Your goal: The answer required is how many lines of the following entries contain the word "Félix", with no other words.

Dataset entries:
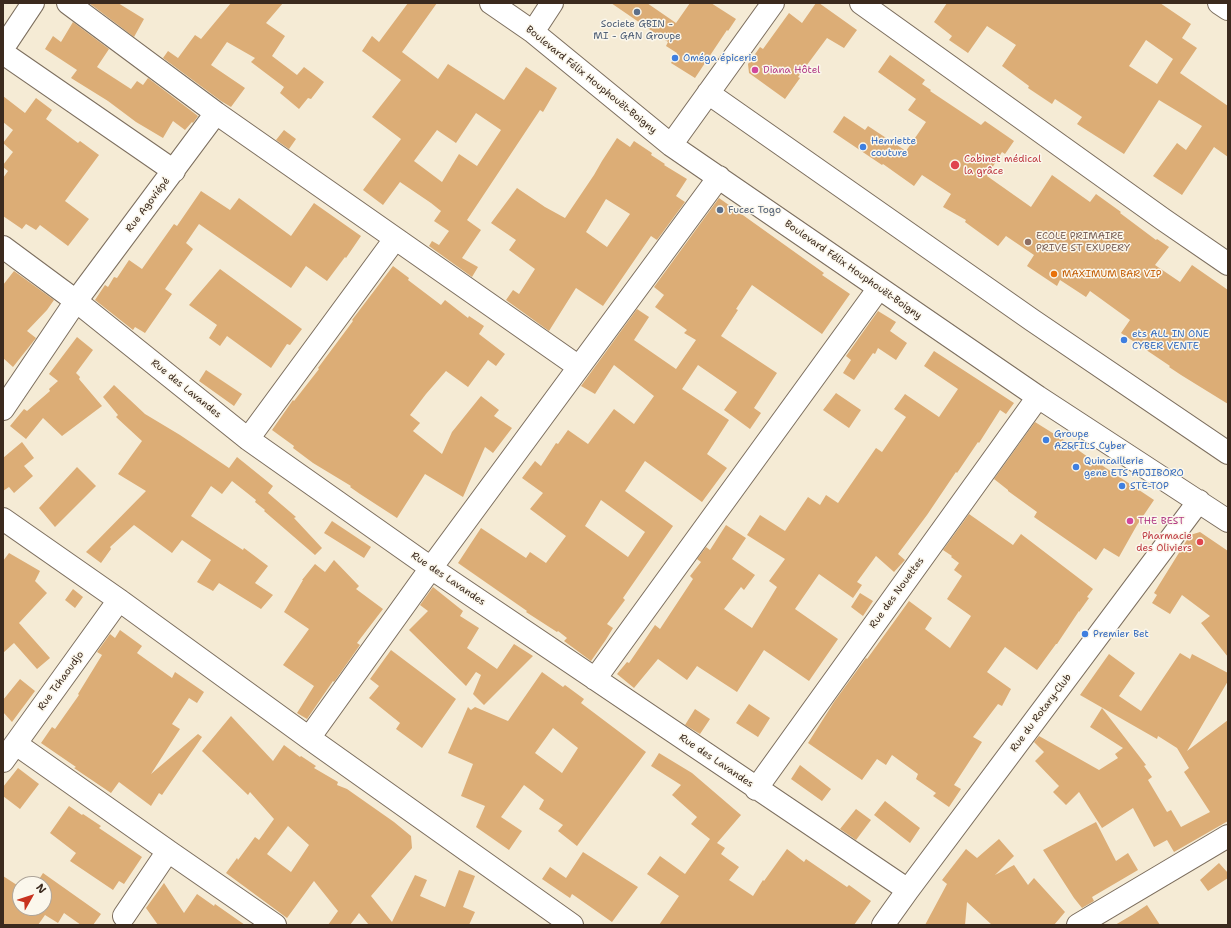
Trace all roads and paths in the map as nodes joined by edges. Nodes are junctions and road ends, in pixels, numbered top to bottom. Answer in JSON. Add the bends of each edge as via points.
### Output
{"nodes":[{"id":1,"x":33,"y":3,"type":"edge"},
{"id":2,"x":68,"y":3,"type":"edge"},
{"id":3,"x":491,"y":3,"type":"edge"},
{"id":4,"x":552,"y":3,"type":"edge"},
{"id":5,"x":773,"y":3,"type":"edge"},
{"id":6,"x":861,"y":3,"type":"edge"},
{"id":7,"x":1219,"y":3,"type":"edge"},
{"id":8,"x":1228,"y":9,"type":"edge"},
{"id":9,"x":533,"y":32,"type":"junction"},
{"id":10,"x":3,"y":48,"type":"edge"},
{"id":11,"x":3,"y":53,"type":"edge"},
{"id":12,"x":708,"y":93,"type":"junction"},
{"id":13,"x":216,"y":113,"type":"junction"},
{"id":14,"x":671,"y":145,"type":"junction"},
{"id":15,"x":174,"y":171,"type":"junction"},
{"id":16,"x":719,"y":177,"type":"junction"},
{"id":17,"x":395,"y":239,"type":"junction"},
{"id":18,"x":3,"y":247,"type":"edge"},
{"id":19,"x":1228,"y":264,"type":"edge"},
{"id":20,"x":879,"y":288,"type":"junction"},
{"id":21,"x":76,"y":301,"type":"junction"},
{"id":22,"x":579,"y":367,"type":"junction"},
{"id":23,"x":1038,"y":397,"type":"junction"},
{"id":24,"x":3,"y":409,"type":"edge"},
{"id":25,"x":248,"y":439,"type":"junction"},
{"id":26,"x":1228,"y":453,"type":"edge"},
{"id":27,"x":1199,"y":501,"type":"junction"},
{"id":28,"x":3,"y":518,"type":"edge"},
{"id":29,"x":1228,"y":521,"type":"edge"},
{"id":30,"x":431,"y":568,"type":"junction"},
{"id":31,"x":119,"y":600,"type":"junction"},
{"id":32,"x":595,"y":679,"type":"junction"},
{"id":33,"x":310,"y":738,"type":"junction"},
{"id":34,"x":16,"y":744,"type":"junction"},
{"id":35,"x":3,"y":761,"type":"edge"},
{"id":36,"x":756,"y":789,"type":"junction"},
{"id":37,"x":1228,"y":836,"type":"edge"},
{"id":38,"x":168,"y":851,"type":"junction"},
{"id":39,"x":908,"y":890,"type":"junction"},
{"id":40,"x":124,"y":916,"type":"dead end"},
{"id":41,"x":275,"y":925,"type":"edge"},
{"id":42,"x":572,"y":925,"type":"edge"},
{"id":43,"x":883,"y":925,"type":"edge"},
{"id":44,"x":1078,"y":925,"type":"edge"}],
"edges":[{"from":1,"to":10,"type":"street"},
{"from":2,"to":13,"type":"street"},
{"from":3,"to":9,"type":"street","name":"Boulevard Félix Houphouët-Boigny"},
{"from":4,"to":9,"type":"street"},
{"from":5,"to":12,"type":"street"},
{"from":6,"to":19,"type":"street"},
{"from":7,"to":8,"type":"street"},
{"from":9,"to":14,"type":"street","name":"Boulevard Félix Houphouët-Boigny"},
{"from":11,"to":15,"type":"street","name":"Rue Agoviépé"},
{"from":12,"to":14,"type":"street"},
{"from":12,"to":26,"type":"street","via":[[1032,320]]},
{"from":13,"to":15,"type":"street"},
{"from":13,"to":17,"type":"street"},
{"from":14,"to":16,"type":"street","name":"Boulevard Félix Houphouët-Boigny"},
{"from":15,"to":21,"type":"street","name":"Rue Agoviépé"},
{"from":16,"to":20,"type":"street","name":"Boulevard Félix Houphouët-Boigny"},
{"from":16,"to":22,"type":"street"},
{"from":17,"to":22,"type":"street"},
{"from":17,"to":25,"type":"street"},
{"from":18,"to":21,"type":"street","name":"Rue des Lavandes"},
{"from":20,"to":23,"type":"street","name":"Boulevard Félix Houphouët-Boigny"},
{"from":20,"to":32,"type":"street"},
{"from":21,"to":24,"type":"street","name":"Rue Agoviépé"},
{"from":21,"to":25,"type":"street","name":"Rue des Lavandes"},
{"from":22,"to":30,"type":"street"},
{"from":23,"to":27,"type":"street","name":"Boulevard Félix Houphouët-Boigny"},
{"from":23,"to":36,"type":"street","name":"Rue des Nouettes"},
{"from":25,"to":30,"type":"street","name":"Rue des Lavandes"},
{"from":27,"to":29,"type":"street","name":"Boulevard Félix Houphouët-Boigny"},
{"from":27,"to":39,"type":"street","name":"Rue du Rotary-Club"},
{"from":28,"to":31,"type":"street"},
{"from":30,"to":32,"type":"street","name":"Rue des Lavandes"},
{"from":30,"to":33,"type":"street"},
{"from":31,"to":33,"type":"street"},
{"from":31,"to":34,"type":"street","name":"Rue Tchaoudjo"},
{"from":32,"to":36,"type":"street","name":"Rue des Lavandes"},
{"from":33,"to":42,"type":"street"},
{"from":34,"to":35,"type":"street","name":"Rue Tchaoudjo"},
{"from":34,"to":38,"type":"street"},
{"from":36,"to":39,"type":"street","name":"Rue des Lavandes"},
{"from":37,"to":44,"type":"street"},
{"from":38,"to":40,"type":"street"},
{"from":38,"to":41,"type":"street"},
{"from":39,"to":43,"type":"street","name":"Rue du Rotary-Club"}]}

The answer: 7